Pay2Key hacking group, which is suspected of having links to Iran, has indirectly claimed responsibility for a recent cyberattack on state-owned Israeli Aerospace Industries (IA), one of the country’s largest aviation manufacturers.
The group posted a dubious message on its Twitter account, announcing that “tonight” was “longer than longest night” for IAI.
It also claimed to have unleashed a password of Elta subsidiary’s systems administrator, Koby Fiada, without giving any further details into the breach.
The manufacturer told the Times of Israel that they were now investigating a suspected attack carried out against its subsidiary Elta.
Israeli information scientist Karine Nahon said on Twitter on Sunday that there was “no evidence of actual damage” at Israeli Aerospace Industries following the suspected break-in, but later announced that Pay2Key hackers have released “hundreds” of employee data files on the DarkWeb, citing the example of the released profile of a staffer named Zvika Weiss.

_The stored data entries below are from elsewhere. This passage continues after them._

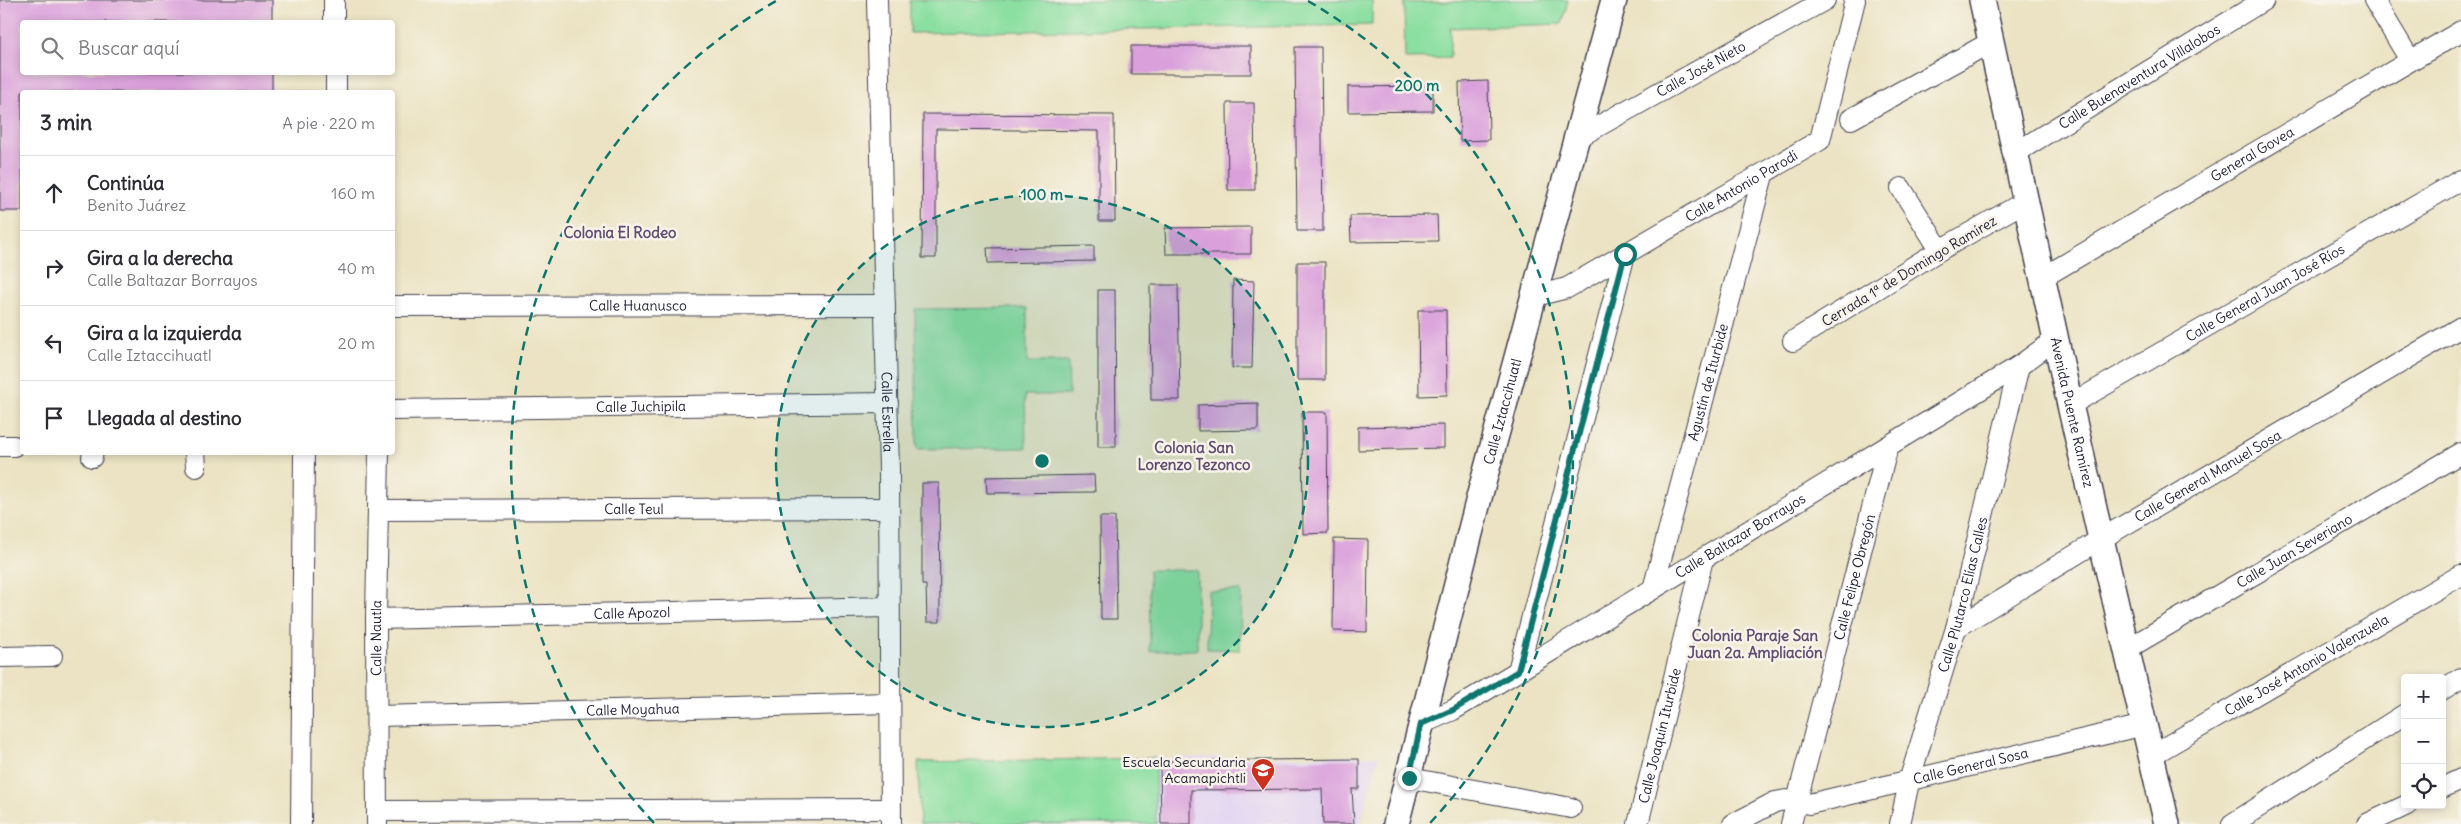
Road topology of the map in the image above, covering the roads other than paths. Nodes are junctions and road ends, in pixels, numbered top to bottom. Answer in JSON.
{"nodes":[{"id":1,"x":334,"y":0,"type":"edge"},
{"id":2,"x":877,"y":0,"type":"edge"},
{"id":3,"x":1614,"y":0,"type":"edge"},
{"id":4,"x":1825,"y":0,"type":"edge"},
{"id":5,"x":1855,"y":0,"type":"edge"},
{"id":6,"x":1982,"y":0,"type":"edge"},
{"id":7,"x":2264,"y":0,"type":"edge"},
{"id":8,"x":2374,"y":0,"type":"edge"},
{"id":9,"x":334,"y":20,"type":"edge"},
{"id":10,"x":2461,"y":31,"type":"edge"},
{"id":11,"x":1991,"y":42,"type":"junction"},
{"id":12,"x":2410,"y":60,"type":"junction"},
{"id":13,"x":336,"y":75,"type":"edge"},
{"id":14,"x":336,"y":90,"type":"edge"},
{"id":15,"x":1851,"y":119,"type":"dead end"},
{"id":16,"x":1578,"y":138,"type":"junction"},
{"id":17,"x":2015,"y":153,"type":"junction"},
{"id":18,"x":1763,"y":175,"type":"junction"},
{"id":19,"x":2461,"y":180,"type":"edge"},
{"id":20,"x":1901,"y":188,"type":"dead end"},
{"id":21,"x":2026,"y":201,"type":"junction"},
{"id":22,"x":1940,"y":250,"type":"junction"},
{"id":23,"x":1625,"y":254,"type":"junction"},
{"id":24,"x":2042,"y":278,"type":"junction"},
{"id":25,"x":1535,"y":296,"type":"junction"},
{"id":26,"x":885,"y":305,"type":"junction"},
{"id":27,"x":395,"y":306,"type":"edge"},
{"id":28,"x":2461,"y":328,"type":"edge"},
{"id":29,"x":2056,"y":339,"type":"junction"},
{"id":30,"x":1793,"y":342,"type":"dead end"},
{"id":31,"x":2019,"y":366,"type":"junction"},
{"id":32,"x":888,"y":403,"type":"junction"},
{"id":33,"x":2070,"y":405,"type":"junction"},
{"id":34,"x":395,"y":410,"type":"edge"},
{"id":35,"x":1888,"y":446,"type":"junction"},
{"id":36,"x":2461,"y":453,"type":"edge"},
{"id":37,"x":304,"y":455,"type":"edge"},
{"id":38,"x":380,"y":455,"type":"edge"},
{"id":39,"x":888,"y":508,"type":"junction"},
{"id":40,"x":379,"y":510,"type":"junction"},
{"id":41,"x":2101,"y":539,"type":"junction"},
{"id":42,"x":1703,"y":559,"type":"junction"},
{"id":43,"x":2461,"y":575,"type":"edge"},
{"id":44,"x":1653,"y":589,"type":"junction"},
{"id":45,"x":889,"y":607,"type":"junction"},
{"id":46,"x":376,"y":619,"type":"junction"},
{"id":47,"x":1956,"y":628,"type":"junction"},
{"id":48,"x":2127,"y":649,"type":"junction"},
{"id":49,"x":52,"y":656,"type":"dead end"},
{"id":50,"x":0,"y":657,"type":"edge"},
{"id":51,"x":1518,"y":671,"type":"junction"},
{"id":52,"x":2461,"y":678,"type":"edge"},
{"id":53,"x":2446,"y":687,"type":"edge"},
{"id":54,"x":890,"y":702,"type":"junction"},
{"id":55,"x":377,"y":716,"type":"junction"},
{"id":56,"x":2401,"y":717,"type":"edge"},
{"id":57,"x":1421,"y":724,"type":"junction"},
{"id":58,"x":2144,"y":724,"type":"junction"},
{"id":59,"x":2152,"y":754,"type":"junction"},
{"id":60,"x":1409,"y":778,"type":"junction"},
{"id":61,"x":1910,"y":778,"type":"junction"},
{"id":62,"x":2461,"y":779,"type":"edge"},
{"id":63,"x":2446,"y":786,"type":"edge"},
{"id":64,"x":1795,"y":802,"type":"junction"},
{"id":65,"x":2401,"y":807,"type":"edge"},
{"id":66,"x":1571,"y":808,"type":"dead end"},
{"id":67,"x":891,"y":817,"type":"edge"},
{"id":68,"x":377,"y":818,"type":"edge"},
{"id":69,"x":301,"y":824,"type":"edge"},
{"id":70,"x":1396,"y":824,"type":"edge"},
{"id":71,"x":1638,"y":824,"type":"edge"},
{"id":72,"x":1733,"y":824,"type":"edge"},
{"id":73,"x":1791,"y":824,"type":"edge"},
{"id":74,"x":1900,"y":824,"type":"edge"},
{"id":75,"x":2168,"y":824,"type":"edge"},
{"id":76,"x":2232,"y":824,"type":"edge"},
{"id":77,"x":2367,"y":824,"type":"edge"}],
"edges":[{"from":1,"to":9,"type":"street"},
{"from":2,"to":26,"type":"street","name":"Calle Estrella"},
{"from":3,"to":16,"type":"street","name":"Calle Iztaccihuatl"},
{"from":4,"to":16,"type":"street","name":"Calle José Nieto"},
{"from":5,"to":18,"type":"street","name":"Calle Antonio Parodi"},
{"from":6,"to":11,"type":"street","name":"Avenida Puente Ramírez"},
{"from":7,"to":17,"type":"street","name":"Calle Buenaventura Villalobos"},
{"from":8,"to":12,"type":"street"},
{"from":10,"to":12,"type":"street","name":"General Govea"},
{"from":11,"to":15,"type":"street"},
{"from":11,"to":17,"type":"street","name":"Avenida Puente Ramírez"},
{"from":12,"to":24,"type":"street","name":"General Govea"},
{"from":13,"to":14,"type":"street"},
{"from":16,"to":25,"type":"street","name":"Calle Iztaccihuatl"},
{"from":17,"to":21,"type":"street","name":"Avenida Puente Ramírez"},
{"from":18,"to":23,"type":"street","name":"Calle Antonio Parodi"},
{"from":18,"to":44,"type":"street","name":"Agustín de Iturbide"},
{"from":19,"to":33,"type":"street","name":"Calle General Juan José Ríos"},
{"from":20,"to":22,"type":"street"},
{"from":21,"to":22,"type":"street","name":"Cerrada 1ª de Domingo Ramírez"},
{"from":21,"to":24,"type":"street","name":"Avenida Puente Ramírez"},
{"from":22,"to":30,"type":"street","name":"Cerrada 1ª de Domingo Ramírez"},
{"from":23,"to":25,"type":"street","name":"Calle Antonio Parodi"},
{"from":23,"to":51,"type":"street"},
{"from":24,"to":29,"type":"street","name":"Avenida Puente Ramírez"},
{"from":25,"to":57,"type":"street","name":"Calle Iztaccihuatl"},
{"from":26,"to":27,"type":"street","name":"Calle Huanusco"},
{"from":26,"to":32,"type":"street","name":"Calle Estrella"},
{"from":28,"to":41,"type":"street","name":"Calle General Manuel Sosa"},
{"from":29,"to":31,"type":"street","name":"Calle Baltazar Borrayos"},
{"from":29,"to":33,"type":"street","name":"Avenida Puente Ramírez"},
{"from":31,"to":35,"type":"street","name":"Calle Baltazar Borrayos"},
{"from":31,"to":47,"type":"street","name":"Calle Plutarco Elías Calles"},
{"from":32,"to":34,"type":"street","name":"Calle Juchipila"},
{"from":32,"to":39,"type":"street","name":"Calle Estrella"},
{"from":33,"to":41,"type":"street","name":"Avenida Puente Ramírez"},
{"from":35,"to":42,"type":"street","name":"Calle Baltazar Borrayos"},
{"from":35,"to":64,"type":"street","name":"Calle Felipe Obregón"},
{"from":36,"to":48,"type":"street","name":"Calle Juan Severiano"},
{"from":37,"to":69,"type":"street"},
{"from":38,"to":40,"type":"street","name":"Calle Nautla"},
{"from":39,"to":40,"type":"street","name":"Calle Teul"},
{"from":39,"to":45,"type":"street","name":"Calle Estrella"},
{"from":40,"to":46,"type":"street","name":"Calle Nautla"},
{"from":41,"to":47,"type":"street","name":"Calle General Manuel Sosa"},
{"from":41,"to":48,"type":"street","name":"Avenida Puente Ramírez"},
{"from":42,"to":44,"type":"street","name":"Calle Baltazar Borrayos"},
{"from":42,"to":71,"type":"street","name":"Calle Joaquín Iturbide"},
{"from":43,"to":59,"type":"street","name":"Calle José Antonio Valenzuela"},
{"from":44,"to":51,"type":"street","name":"Calle Baltazar Borrayos"},
{"from":45,"to":46,"type":"street","name":"Calle Apozol"},
{"from":45,"to":54,"type":"street","name":"Calle Estrella"},
{"from":46,"to":55,"type":"street","name":"Calle Nautla"},
{"from":47,"to":61,"type":"street","name":"Calle Plutarco Elías Calles"},
{"from":48,"to":58,"type":"street","name":"Avenida Puente Ramírez"},
{"from":49,"to":50,"type":"street"},
{"from":51,"to":57,"type":"street","name":"Calle Baltazar Borrayos"},
{"from":52,"to":53,"type":"street"},
{"from":54,"to":55,"type":"street","name":"Calle Moyahua"},
{"from":54,"to":67,"type":"street","name":"Calle Estrella"},
{"from":55,"to":68,"type":"street","name":"Calle Nautla"},
{"from":56,"to":76,"type":"street"},
{"from":57,"to":60,"type":"street","name":"Calle Iztaccihuatl"},
{"from":58,"to":59,"type":"street","name":"Avenida Puente Ramírez"},
{"from":58,"to":61,"type":"street","name":"Calle General Sosa"},
{"from":59,"to":75,"type":"street","name":"Avenida Puente Ramírez"},
{"from":60,"to":66,"type":"street"},
{"from":60,"to":70,"type":"street","name":"Calle Iztaccihuatl"},
{"from":61,"to":64,"type":"street","name":"Calle General Sosa"},
{"from":61,"to":74,"type":"street","name":"Calle Plutarco Elías Calles"},
{"from":62,"to":63,"type":"street"},
{"from":64,"to":72,"type":"street","name":"Calle General Sosa"},
{"from":64,"to":73,"type":"street","name":"Calle Felipe Obregón"},
{"from":65,"to":77,"type":"street"},
{"from":67,"to":68,"type":"street"}]}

נכון לעכשיו ההאקרים Pay2Key העלו קובץ עם שמות המשתמשים מהתעשיה האווירית בדארקווב. כך נראה המידע לגבי משתמש אחד.— Karine Nahon • קרין נהון (@karineb) December 20, 2020
צביקה וייס. היוזרניים שלו במערכת התעשיה zw93288.
יש מאות כאלה בקובץ.@NevoTrabelsy pic.twitter.com/Qy2eFuq4tX
Not a New Attack?
According to Tel Aviv-based ClearSky Cyber Security researchers, Pay2Key specialises in ransomware attacks that tend to block access to victims’ computers in exchange for a reward. They believe that the hacking campaign is linked to “Iranian APT group” Fox Kitten, “that began a new wave of attacks that entailed dozens of Israeli companies in July-August 2020”.
In a report released shortly before the claimed IAI attack, ClearSky says that in October and November Israeli industrial, insurance and logistics companies were targeted by a wave of Pay2Key’s suspected cyberattacks that compromised firms' accessibility and info, with hackers penetrating into their internal networks.
In December, the attackers were able to breach Israel’s Amital Data software company using the ransomware file from November, the report claims. This attack has allegedly then spread to “over 40 firms from Israel” while “leveraging Amital’s network with a supply chain attack method”.
According to Tel Aviv researchers, the campaign was “a part of the ongoing cyber confrontation between Israel and Iran, with the most recent wave of attacks causing significant damage to some of the affected companies”.
They also added that the Pay2Key’s goal was “to create panic in Israel”.